Dans ce drame familial, le réalisateur aborde de front le sujet polémique et puni en France du suicide médicalement assisté. Son film, de facture classique, est adapté du roman  autobiographique d’Emmanuèle Bernheim (décédée d’un cancer en 2017) qui avait aidé son propre père à mourir.

Une course contre la montre

A 85 ans celui-ci (André Dussollier) est hospitalisé  à la suite d’un AVC. Il se réveille très diminué, totalement dépendant. Face à une insupportable déchéance, ce riche industriel, collectionneur d’art bisexuel qui a trop aimé la vie, ses plaisirs et ses folies pour se voir réduit à un légume, demande l’assistance de sa fille pour en finir rapidement. Déchirée, elle va finalement accepter Mais comment s’y prendre en tenant compte des trivialités de la vie quotidienne? S’engage alors une véritable course contre la montre pour se rendre en Suisse. 
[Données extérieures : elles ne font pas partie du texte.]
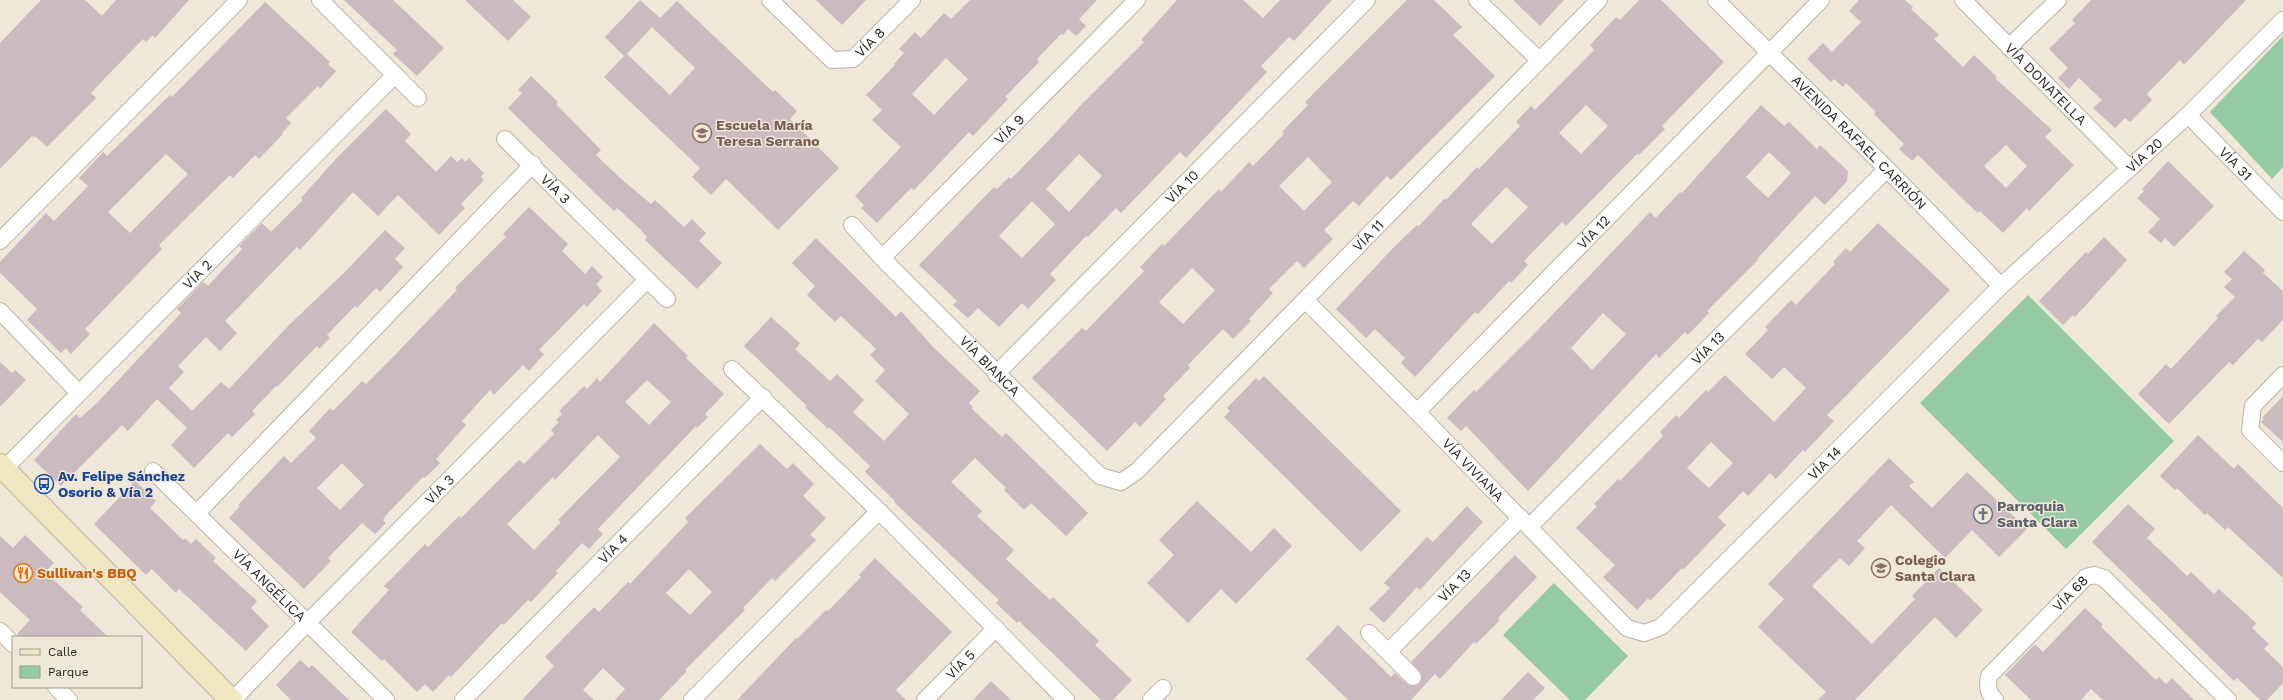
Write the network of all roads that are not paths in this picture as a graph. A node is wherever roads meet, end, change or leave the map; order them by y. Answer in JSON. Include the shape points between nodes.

Tout s’est bien passé qui interroge au plus profond la question de la fin de vie, doit beaucoup à ses comédiens dirigés de main de maître par François Ozon. Emmanuèle est incarnée par Sophie Marceau, juste et intense, qui marque son retour très convaincant dans un grand rôle. De son côté Charlotte Rampling est parfaite, comme toujours, en ex-épouse dépressive. A l’image de Grégory Gadebois, en ancien amant mystérieux d’André en terrible souffrance et surnommé «grosse merde» par Emmanuèle et sa sœur (Géraldine Pailhas).

Sans pathos ni complaisance

Mais ce qui domine dans le combat de ce cet homme pour partir dans la dignité, c’est la formidable prestation d’André Dussollier, par ailleurs un brin curieusement abordé sous l’angle d’un désir homosexuel. Le visage redoutablement transformé et figé à l’aide de prothèses, s’exprimant très difficilement, il se révèle absolument bouleversant dans son immense détresse physique. 

Cela ne l’empêche pas de faire preuve d’humour, de causticité. Par exemple quand il se demande comment font les pauvres, en découvrant le prix très élevé d’un suicide assisté en Suisse… Eh bien ils attendent  la mort, lui répond sa fille, tout aussi cyniquement. Un second degré à l’image du film de François Ozon et de son plaidoyer pour une liberté de choix, Evitant les écueils du film à sujet, il sait émouvoir sans pathos ni complaisance.

A l'affiche dans les salles de Suisse romande dès mercredi 29 septembre.